§ Assignment:
Answer with a bare number: the count of lines in the data below that contain the word "wrist".

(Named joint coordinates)
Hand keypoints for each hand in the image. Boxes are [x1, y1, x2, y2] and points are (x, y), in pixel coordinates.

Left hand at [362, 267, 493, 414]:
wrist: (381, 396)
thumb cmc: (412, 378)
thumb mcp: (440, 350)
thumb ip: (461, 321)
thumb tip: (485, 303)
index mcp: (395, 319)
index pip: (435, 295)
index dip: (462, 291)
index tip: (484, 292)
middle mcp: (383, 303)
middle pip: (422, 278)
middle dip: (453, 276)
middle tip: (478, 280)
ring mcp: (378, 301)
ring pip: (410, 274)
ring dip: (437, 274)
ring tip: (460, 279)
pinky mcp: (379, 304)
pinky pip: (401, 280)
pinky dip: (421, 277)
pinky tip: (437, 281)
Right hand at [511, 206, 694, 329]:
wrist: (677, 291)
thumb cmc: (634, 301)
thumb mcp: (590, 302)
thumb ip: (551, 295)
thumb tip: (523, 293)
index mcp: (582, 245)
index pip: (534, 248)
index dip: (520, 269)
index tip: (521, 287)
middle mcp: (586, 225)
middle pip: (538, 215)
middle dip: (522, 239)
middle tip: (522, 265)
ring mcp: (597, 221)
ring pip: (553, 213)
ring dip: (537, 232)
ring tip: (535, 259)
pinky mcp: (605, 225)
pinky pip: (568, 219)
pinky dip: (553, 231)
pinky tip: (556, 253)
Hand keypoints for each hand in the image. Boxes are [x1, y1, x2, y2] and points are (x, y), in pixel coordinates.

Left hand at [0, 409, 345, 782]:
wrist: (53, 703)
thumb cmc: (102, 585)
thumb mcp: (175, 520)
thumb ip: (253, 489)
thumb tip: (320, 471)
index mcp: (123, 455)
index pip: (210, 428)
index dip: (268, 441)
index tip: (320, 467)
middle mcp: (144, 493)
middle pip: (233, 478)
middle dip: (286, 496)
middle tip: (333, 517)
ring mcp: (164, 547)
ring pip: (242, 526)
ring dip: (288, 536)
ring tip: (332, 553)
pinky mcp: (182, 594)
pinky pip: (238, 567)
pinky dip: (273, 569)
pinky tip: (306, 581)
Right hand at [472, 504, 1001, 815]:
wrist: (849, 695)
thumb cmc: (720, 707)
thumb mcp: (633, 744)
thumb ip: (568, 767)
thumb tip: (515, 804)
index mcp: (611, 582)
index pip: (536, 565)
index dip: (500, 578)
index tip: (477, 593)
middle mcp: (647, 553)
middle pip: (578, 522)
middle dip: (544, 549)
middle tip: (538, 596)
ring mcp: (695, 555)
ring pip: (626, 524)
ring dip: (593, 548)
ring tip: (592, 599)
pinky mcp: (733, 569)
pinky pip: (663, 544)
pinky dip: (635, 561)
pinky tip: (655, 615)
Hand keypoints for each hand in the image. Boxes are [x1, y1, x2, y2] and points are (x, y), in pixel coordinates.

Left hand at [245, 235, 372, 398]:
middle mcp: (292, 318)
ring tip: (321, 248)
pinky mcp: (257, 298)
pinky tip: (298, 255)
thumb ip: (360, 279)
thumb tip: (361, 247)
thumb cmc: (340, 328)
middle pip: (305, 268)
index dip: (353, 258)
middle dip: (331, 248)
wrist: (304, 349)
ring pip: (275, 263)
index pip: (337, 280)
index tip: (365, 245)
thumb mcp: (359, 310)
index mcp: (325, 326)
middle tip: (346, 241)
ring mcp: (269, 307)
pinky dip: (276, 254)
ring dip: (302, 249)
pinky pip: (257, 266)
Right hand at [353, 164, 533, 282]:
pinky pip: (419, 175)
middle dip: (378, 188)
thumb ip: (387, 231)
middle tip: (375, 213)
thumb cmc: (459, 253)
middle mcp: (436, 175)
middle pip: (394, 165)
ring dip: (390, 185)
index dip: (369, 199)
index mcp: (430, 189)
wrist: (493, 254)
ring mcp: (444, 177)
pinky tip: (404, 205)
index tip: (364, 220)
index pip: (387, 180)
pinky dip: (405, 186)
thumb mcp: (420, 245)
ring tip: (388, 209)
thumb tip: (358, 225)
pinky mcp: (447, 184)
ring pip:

§ Output of the task:
6